Table 3 List of evaluated parameter values Table 4 Selected parameters used for the best model For most articles unigrams achieved the highest results, but for some longer n-grams were better. As we already expected, the Facts section of the case was the most informative and selected for 8 out of 9 articles. For many articles the Procedure section was also informative. This is not surprising, as Procedure contains important information on the alleged violations. See, for instance, a fragment from the procedure part of the Case of Abubakarova and Midalishova v. Russia (4 April 2017):
3. The applicants alleged that on 30 September 2002 their husbands had been killed by military servicemen in Chechnya and that the authorities had failed to investigate the matter effectively.
Results
After investigating which combinations of parameters worked best, we used these parameter settings together with tenfold cross-validation to ensure that the model performed well in general and was not overly sensitive to the specific set of cases on which it was trained. When performing tenfold cross-validation instead of threefold cross-validation, there is more data available to use for training in each fold (i.e. 90% rather than 66.7%). The results can be found under ‘cross-val’ in Table 5. Note that as we used a balanced dataset (both for the cross-validation and the test set), the number of ‘violation’ cases is equal to the number of ‘non-violation’ cases.
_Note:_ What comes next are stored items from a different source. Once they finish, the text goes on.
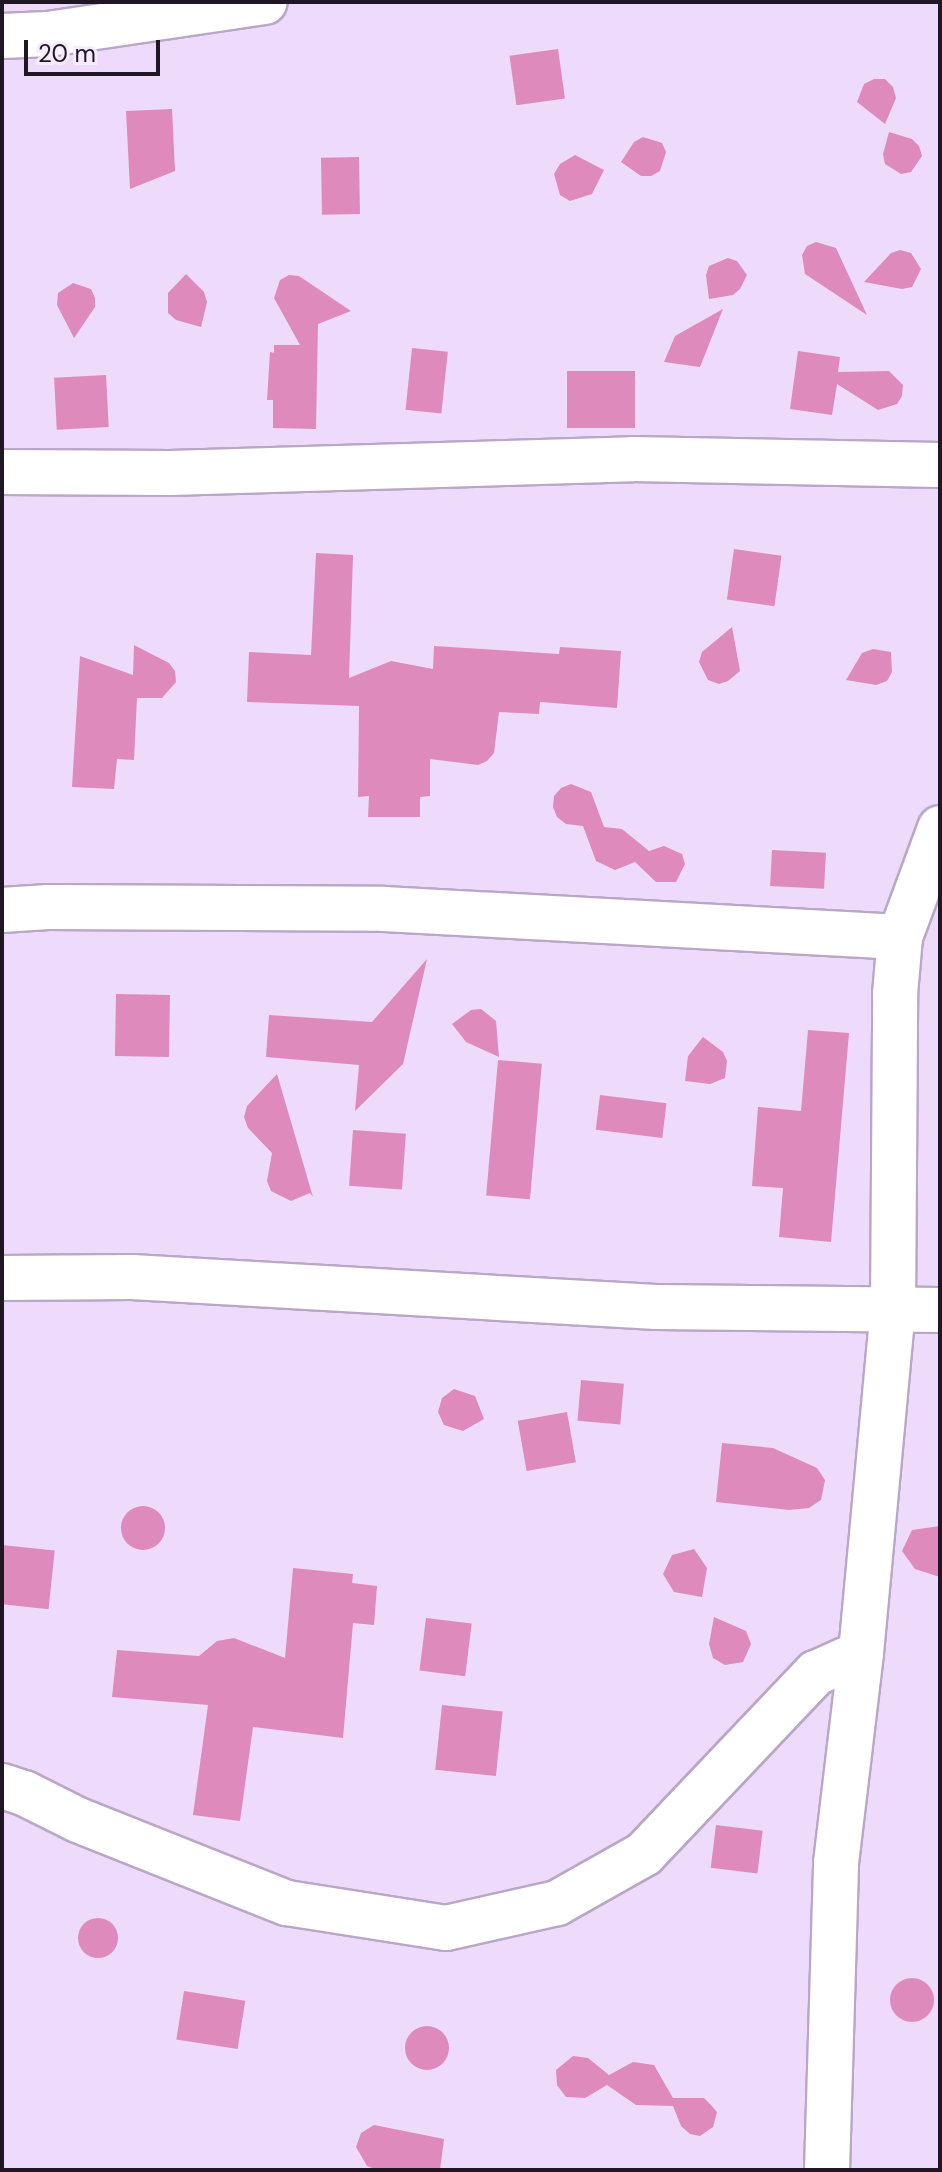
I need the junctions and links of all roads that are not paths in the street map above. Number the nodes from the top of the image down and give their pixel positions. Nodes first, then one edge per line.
1 (265, 2) edge
2 (2, 36) edge
3 (940, 465) edge
4 (2, 472) edge
5 (940, 828) edge
6 (2, 910) edge
7 (900, 937) junction
8 (2, 1278) edge
9 (940, 1310) edge
10 (893, 1311) junction
11 (861, 1653) junction
12 (2, 1786) edge
13 (827, 2170) edge

1 - 2 street
3 - 4 street
5 - 7 street
6 - 7 street
7 - 10 street
8 - 10 street
9 - 10 street
10 - 11 street
11 - 12 street
11 - 13 street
Consequently, if we would just randomly guess the outcome, we would be correct in about 50% of the cases. Percentages substantially higher than 50% indicate that the model is able to use (simplified) textual information present in the case to improve the prediction of the outcome of a case. Table 5 shows the results for the cross-validation in the first row.
Table 5 Cross-validation (tenfold) and test results for Experiment 1 In order to evaluate if the model predicts both classes similarly, we use precision, recall and f-score to estimate the performance. Precision is the percentage of cases for which the assigned label is correct (i.e., ‘violation’ or ‘no violation’). Recall is the percentage of cases having a certain label which are identified correctly. The F-score can be described as the harmonic mean of precision and recall.Footnote 15 Table 6 shows these measures per class for each model.
Table 6 Precision, recall and f-score per class per article achieved during tenfold cross-validation As we can see from the table, ‘violation’ and ‘non-violation’ are predicted very similarly for each article.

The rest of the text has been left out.